(Saved entries)
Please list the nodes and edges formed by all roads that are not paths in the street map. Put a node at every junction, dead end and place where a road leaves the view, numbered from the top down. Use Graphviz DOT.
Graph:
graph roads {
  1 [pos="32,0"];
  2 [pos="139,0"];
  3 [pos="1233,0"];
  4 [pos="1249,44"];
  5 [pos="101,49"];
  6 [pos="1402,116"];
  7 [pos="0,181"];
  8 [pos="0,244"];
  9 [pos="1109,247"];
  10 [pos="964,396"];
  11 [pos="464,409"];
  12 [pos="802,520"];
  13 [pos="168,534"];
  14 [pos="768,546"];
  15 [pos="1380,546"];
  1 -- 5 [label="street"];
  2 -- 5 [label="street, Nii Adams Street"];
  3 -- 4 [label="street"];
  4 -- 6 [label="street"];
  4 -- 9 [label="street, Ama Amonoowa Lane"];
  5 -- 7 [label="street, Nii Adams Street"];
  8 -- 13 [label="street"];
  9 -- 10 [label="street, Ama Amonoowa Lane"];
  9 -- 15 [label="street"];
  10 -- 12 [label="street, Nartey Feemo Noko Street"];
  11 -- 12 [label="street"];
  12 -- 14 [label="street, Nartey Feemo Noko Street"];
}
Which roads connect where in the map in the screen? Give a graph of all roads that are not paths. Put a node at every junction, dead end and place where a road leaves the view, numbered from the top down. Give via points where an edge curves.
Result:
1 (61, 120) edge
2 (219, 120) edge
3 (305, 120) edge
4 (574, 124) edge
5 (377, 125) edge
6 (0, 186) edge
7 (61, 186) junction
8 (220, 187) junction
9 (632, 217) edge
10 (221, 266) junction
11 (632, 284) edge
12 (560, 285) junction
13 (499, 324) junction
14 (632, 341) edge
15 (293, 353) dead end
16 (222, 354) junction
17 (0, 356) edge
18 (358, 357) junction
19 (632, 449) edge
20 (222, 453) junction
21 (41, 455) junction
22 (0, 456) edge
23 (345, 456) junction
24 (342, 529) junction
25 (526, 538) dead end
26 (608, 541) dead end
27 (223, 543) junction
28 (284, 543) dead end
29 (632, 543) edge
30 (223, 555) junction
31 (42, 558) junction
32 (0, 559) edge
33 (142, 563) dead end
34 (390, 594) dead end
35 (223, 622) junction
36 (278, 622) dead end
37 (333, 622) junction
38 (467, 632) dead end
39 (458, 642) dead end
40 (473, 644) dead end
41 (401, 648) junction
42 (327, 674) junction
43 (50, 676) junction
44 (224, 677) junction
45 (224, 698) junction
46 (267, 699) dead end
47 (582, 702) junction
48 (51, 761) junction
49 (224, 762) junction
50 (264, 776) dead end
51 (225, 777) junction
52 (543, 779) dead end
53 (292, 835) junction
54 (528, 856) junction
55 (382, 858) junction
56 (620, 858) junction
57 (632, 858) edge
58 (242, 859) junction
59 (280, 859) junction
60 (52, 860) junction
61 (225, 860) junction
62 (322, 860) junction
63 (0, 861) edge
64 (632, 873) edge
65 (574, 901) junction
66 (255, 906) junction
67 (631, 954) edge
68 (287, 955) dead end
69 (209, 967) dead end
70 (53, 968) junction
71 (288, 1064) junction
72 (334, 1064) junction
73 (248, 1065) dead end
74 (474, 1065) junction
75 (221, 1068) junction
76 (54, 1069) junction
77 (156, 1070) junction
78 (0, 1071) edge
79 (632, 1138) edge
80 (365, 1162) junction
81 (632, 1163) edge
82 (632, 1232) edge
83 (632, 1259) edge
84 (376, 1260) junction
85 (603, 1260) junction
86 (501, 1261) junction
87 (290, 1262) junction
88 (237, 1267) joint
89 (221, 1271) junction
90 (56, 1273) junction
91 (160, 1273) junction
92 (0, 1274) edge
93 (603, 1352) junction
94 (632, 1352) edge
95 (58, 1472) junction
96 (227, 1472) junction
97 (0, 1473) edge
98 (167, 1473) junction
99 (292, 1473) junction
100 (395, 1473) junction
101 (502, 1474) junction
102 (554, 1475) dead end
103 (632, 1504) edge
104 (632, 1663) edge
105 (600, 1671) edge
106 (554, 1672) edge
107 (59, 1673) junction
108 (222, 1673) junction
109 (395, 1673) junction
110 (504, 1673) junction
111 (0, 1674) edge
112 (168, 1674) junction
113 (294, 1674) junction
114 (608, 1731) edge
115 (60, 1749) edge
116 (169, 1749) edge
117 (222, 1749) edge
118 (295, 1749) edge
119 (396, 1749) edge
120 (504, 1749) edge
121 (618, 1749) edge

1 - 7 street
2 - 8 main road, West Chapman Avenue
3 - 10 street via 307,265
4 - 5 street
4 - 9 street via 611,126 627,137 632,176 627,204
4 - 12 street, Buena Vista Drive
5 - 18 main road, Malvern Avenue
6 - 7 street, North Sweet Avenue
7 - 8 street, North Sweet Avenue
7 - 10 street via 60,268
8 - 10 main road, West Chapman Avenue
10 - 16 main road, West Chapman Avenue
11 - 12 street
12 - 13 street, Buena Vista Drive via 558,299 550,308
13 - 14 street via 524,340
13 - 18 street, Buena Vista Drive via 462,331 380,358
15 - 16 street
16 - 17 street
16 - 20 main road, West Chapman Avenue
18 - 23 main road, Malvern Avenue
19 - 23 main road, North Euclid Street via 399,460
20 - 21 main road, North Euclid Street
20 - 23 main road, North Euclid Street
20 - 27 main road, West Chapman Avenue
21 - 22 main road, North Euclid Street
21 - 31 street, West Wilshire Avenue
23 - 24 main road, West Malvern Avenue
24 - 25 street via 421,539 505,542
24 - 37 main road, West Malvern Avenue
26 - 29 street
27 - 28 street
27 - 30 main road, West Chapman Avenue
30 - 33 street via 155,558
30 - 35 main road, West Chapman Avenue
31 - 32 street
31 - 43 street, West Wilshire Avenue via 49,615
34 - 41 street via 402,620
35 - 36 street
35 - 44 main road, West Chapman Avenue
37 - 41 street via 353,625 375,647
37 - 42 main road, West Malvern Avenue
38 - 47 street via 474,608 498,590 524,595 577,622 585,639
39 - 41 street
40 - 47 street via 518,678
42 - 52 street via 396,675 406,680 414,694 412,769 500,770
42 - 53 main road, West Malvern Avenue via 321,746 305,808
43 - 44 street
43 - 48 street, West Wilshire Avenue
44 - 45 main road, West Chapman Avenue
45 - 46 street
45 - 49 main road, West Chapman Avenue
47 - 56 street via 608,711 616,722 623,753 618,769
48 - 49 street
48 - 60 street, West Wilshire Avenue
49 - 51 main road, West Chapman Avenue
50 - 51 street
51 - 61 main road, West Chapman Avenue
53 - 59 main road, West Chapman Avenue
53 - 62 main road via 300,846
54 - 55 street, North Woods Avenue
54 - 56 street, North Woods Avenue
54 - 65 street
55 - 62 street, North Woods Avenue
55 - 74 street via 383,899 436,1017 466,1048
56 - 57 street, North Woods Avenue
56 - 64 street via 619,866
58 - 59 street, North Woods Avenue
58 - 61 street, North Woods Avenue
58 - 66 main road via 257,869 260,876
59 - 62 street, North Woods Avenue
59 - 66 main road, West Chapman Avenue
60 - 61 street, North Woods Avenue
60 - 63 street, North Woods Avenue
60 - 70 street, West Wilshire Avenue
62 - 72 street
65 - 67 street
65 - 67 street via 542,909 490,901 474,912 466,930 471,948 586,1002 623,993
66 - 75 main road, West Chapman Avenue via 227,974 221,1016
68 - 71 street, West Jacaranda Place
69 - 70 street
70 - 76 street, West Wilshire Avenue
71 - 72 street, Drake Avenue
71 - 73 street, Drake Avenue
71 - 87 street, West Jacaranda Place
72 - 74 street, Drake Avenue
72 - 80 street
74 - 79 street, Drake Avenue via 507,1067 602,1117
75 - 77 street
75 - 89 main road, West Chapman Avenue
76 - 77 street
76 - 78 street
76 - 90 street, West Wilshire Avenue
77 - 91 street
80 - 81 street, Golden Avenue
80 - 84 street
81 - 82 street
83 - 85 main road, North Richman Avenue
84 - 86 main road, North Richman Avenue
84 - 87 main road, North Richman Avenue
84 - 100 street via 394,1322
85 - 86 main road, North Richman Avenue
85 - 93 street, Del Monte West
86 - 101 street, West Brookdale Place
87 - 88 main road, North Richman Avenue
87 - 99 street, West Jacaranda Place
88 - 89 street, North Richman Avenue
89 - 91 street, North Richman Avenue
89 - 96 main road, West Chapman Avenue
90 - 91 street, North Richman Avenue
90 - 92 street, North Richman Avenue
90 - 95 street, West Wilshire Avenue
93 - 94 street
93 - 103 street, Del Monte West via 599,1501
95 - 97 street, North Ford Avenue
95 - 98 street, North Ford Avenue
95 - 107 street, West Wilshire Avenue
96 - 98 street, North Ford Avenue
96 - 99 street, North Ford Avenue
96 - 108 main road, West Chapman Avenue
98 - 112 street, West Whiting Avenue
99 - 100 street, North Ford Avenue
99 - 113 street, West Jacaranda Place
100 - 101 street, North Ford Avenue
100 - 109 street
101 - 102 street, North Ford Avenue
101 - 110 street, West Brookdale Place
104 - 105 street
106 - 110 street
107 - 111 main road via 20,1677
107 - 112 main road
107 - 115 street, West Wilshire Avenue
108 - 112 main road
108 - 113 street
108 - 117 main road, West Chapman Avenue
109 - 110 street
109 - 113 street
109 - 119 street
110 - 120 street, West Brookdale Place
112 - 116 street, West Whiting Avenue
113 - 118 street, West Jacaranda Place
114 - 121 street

• **WHAT THIS TASK INVOLVES**
Compute the number of lines in the records that contain the string "Brookdale", and return that number alone.

• **WRITTEN SOLUTION**
3